Operation class

2024-07-08 09:05:16

Abnormal Server

1. Address conflict. "Address already in use" error occurs when the broker is started.

Solution: Change the value of listenPort in the configuration file and then restart the broker.

2. Mismatching brokerName. "broker-b does not match the expected group name: broker-a" error occurs when broker is started.

Cause: The previously used store and bdb directories are directly copied to other master brokers for startup and only the brokerName is modified.

Solution: Since versions later than 2.0, brokerName cannot be changed once created. To change brokerName, you must delete the store directory.

3. service not available

When the number of messages sent reaches a certain amount, "create maped file failed, please make sure OS and JDK both 64bit" error occurs. When the number of topic queues reaches 1024, "service not available now, maybe disk full, maybe your broker machine memory too small" error occurs.

Solution: Run the ulimit-a command to query system parameters and check whether there are more than 655350 open files and whether max memory size is unlimited. If not, adjust the system parameters based on the instructions in the installation manual.

4. Insufficient disk space

When the disk space usage is greater than 85%, "CODE: 14 DESC: service not available now, maybe disk full, CL: 0.87 CQ: 0.87 INDEX: 0.87, maybe your broker machine memory too small." error occurs.

Solution: The message middleware provides two policies, namely, high data security and high service reliability. The details are shown as follows:

If the disk usage is greater than 85%, the policy is set to high data security, and there are no expired files, you can shorten the data retention time to trigger message deletion more frequently to free up disk space.

(1) Run the updateBrokerConfig command to modify the fileReservedTime property, which is the message retention time in hours. You can reduce the retention time based on your requirements to free up disk space.

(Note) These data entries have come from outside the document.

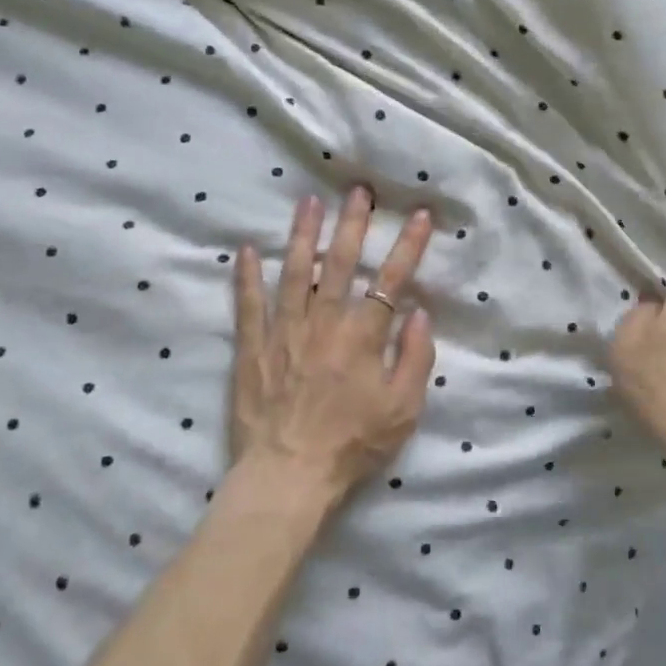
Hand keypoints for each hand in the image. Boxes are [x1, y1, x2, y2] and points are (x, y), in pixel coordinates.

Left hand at [229, 189, 436, 505]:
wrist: (289, 474)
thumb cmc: (353, 444)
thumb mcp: (404, 409)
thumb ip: (417, 358)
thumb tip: (420, 313)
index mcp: (363, 336)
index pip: (391, 280)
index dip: (408, 245)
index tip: (419, 214)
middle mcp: (324, 322)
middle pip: (341, 263)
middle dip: (353, 223)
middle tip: (359, 190)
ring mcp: (284, 331)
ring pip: (295, 272)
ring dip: (303, 234)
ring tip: (308, 202)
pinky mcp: (252, 347)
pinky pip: (248, 305)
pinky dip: (246, 276)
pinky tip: (245, 250)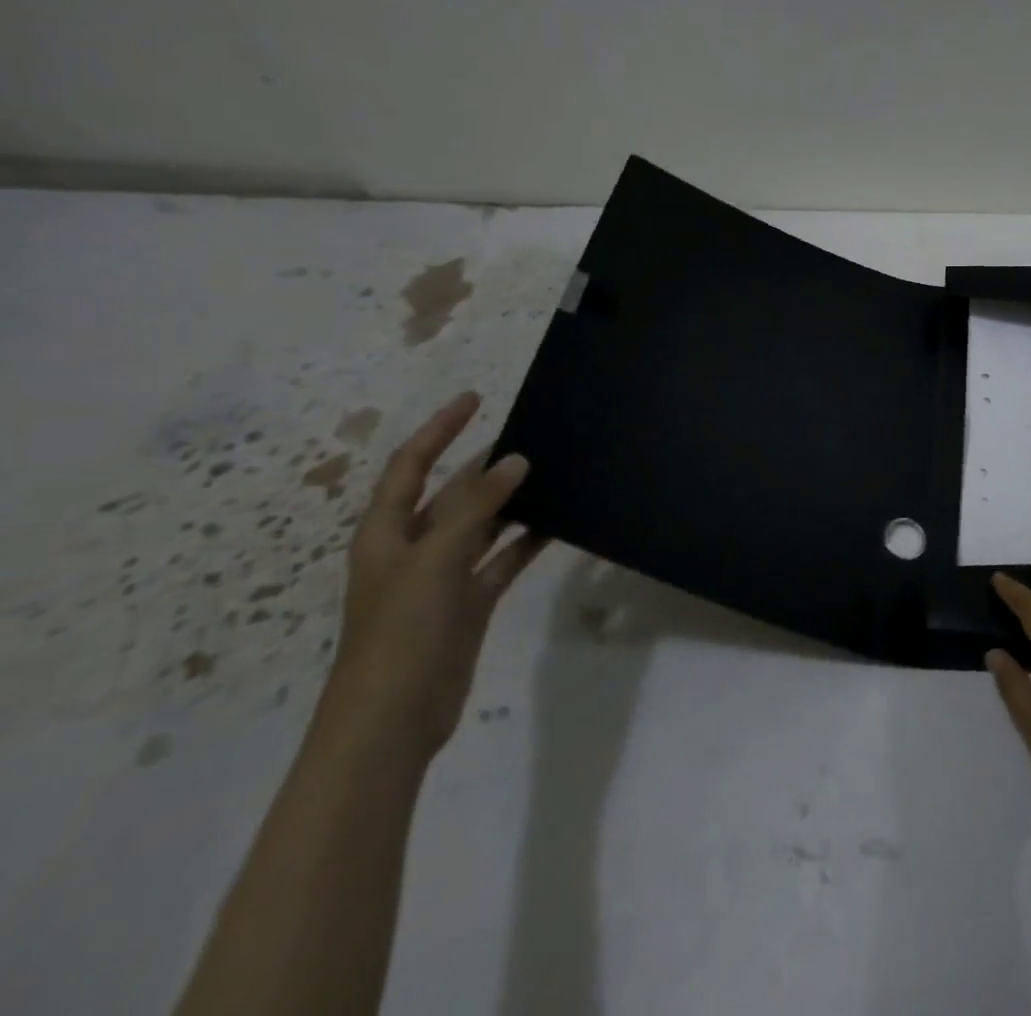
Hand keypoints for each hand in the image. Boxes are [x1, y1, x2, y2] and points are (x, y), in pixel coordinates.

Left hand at [318, 392, 546, 761]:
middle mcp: (413, 548)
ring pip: (482, 524)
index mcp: (386, 533)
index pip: (411, 466)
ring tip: (552, 472)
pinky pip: (502, 558)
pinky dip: (526, 540)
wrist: (393, 720)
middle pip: (451, 493)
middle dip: (485, 465)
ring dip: (510, 501)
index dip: (439, 429)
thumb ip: (476, 507)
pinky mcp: (469, 602)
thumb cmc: (400, 634)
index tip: (476, 398)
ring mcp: (442, 577)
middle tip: (532, 435)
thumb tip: (516, 459)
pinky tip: (557, 523)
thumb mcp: (434, 561)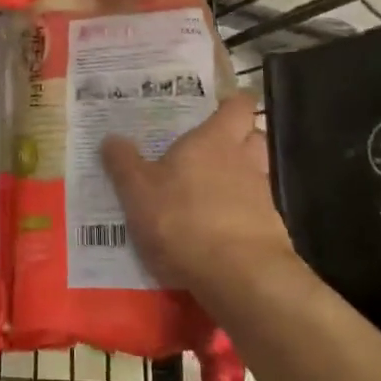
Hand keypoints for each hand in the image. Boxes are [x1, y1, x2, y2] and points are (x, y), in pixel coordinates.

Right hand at [100, 91, 299, 305]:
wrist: (240, 276)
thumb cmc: (184, 219)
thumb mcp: (138, 190)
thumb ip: (124, 163)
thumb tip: (111, 138)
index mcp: (215, 139)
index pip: (238, 106)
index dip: (231, 103)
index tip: (216, 107)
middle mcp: (245, 160)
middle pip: (253, 137)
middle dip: (238, 139)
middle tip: (208, 149)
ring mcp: (262, 197)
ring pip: (255, 175)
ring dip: (237, 179)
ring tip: (207, 193)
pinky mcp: (270, 232)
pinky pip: (254, 213)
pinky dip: (239, 216)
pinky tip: (216, 232)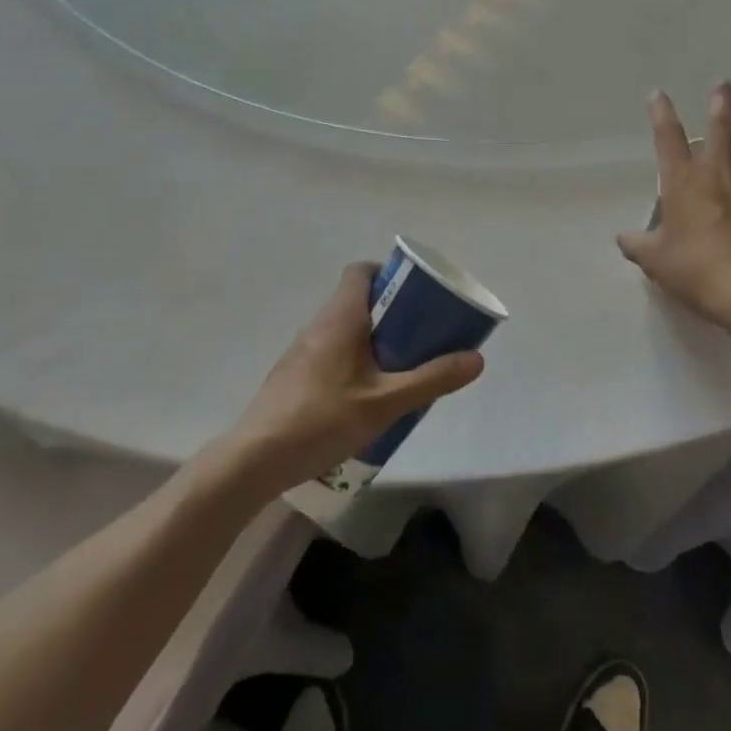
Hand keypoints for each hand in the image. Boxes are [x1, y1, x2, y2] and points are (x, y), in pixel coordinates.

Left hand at [222, 263, 484, 492]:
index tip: (413, 291)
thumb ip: (431, 379)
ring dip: (372, 337)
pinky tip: (365, 396)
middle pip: (356, 299)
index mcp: (341, 316)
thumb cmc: (322, 419)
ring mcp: (301, 350)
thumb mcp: (385, 403)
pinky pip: (330, 351)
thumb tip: (476, 358)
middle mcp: (319, 324)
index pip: (360, 271)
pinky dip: (352, 359)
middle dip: (390, 310)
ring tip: (399, 366)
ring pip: (343, 328)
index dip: (387, 272)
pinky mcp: (293, 375)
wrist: (254, 459)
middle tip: (419, 333)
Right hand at [617, 83, 730, 330]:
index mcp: (683, 184)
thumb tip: (623, 237)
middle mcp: (717, 177)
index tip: (658, 94)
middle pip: (720, 133)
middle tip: (724, 84)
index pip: (668, 140)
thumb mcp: (655, 260)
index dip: (662, 115)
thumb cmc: (694, 270)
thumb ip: (637, 245)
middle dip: (720, 106)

(2) You need to modify both the master and slave brokers.

5. An error reported when pulling broker through Deamon

"Fail to queryBrokerMaxOffset" error is reported in the deamon.log.

Causes:

(1) The configuration file is incorrect.

(2) You have performed a master/slave switchover and then manually intervened with or restarted the cluster. The address and role of the startup process are different from those stored in ZooKeeper. As a result, the startup fails.

(3) The error data is not cleared up after the last startup failure.

Solution:

(1) Delete the cluster information from the ZooKeeper.

(2) Check the configuration file to verify whether the port and path are valid.

(3) Delete the running directory.

(4) Restart the process through auto or manual deployment.

6. Stagnant consumption progress

If you query the consumption progress by running the consumerProgress command, some queues have no change in progress but the customer is consuming messages properly.

Cause: Some messages are not acked in certain queues. As a result, the consumption progress has no change.

Solution: Run the consumerProgress command. In the execution result, find consumer offset to locate the un-acked messages. Then:

(1) If it is BDB consumption mode, restart the application or use api void com.ctg.mq.api.IMQAckHandler.ackMessageSuccess(String msgID) to ack stuck messages.

(2) If it is the native ordered consumption mode, restart the application.

(3) If it is the native unordered consumption mode, start an instance in the same consumer group to ack stuck messages.

7. Failing to delete a topic

When a topic is being deleted, "topic **** is consuming by consumer ****" or "topic *** is publishing by producer ***" error occurs.

Cause: To delete a topic, it must have no producer or consumer subscription and all producers and consumers associated with it must be offline. Otherwise, it fails to be deleted.

Solution:

(1) Go to Console > Topic Management > Details > Producer Group|Consumer Group > Connect Instances to check whether any client is connected to this topic.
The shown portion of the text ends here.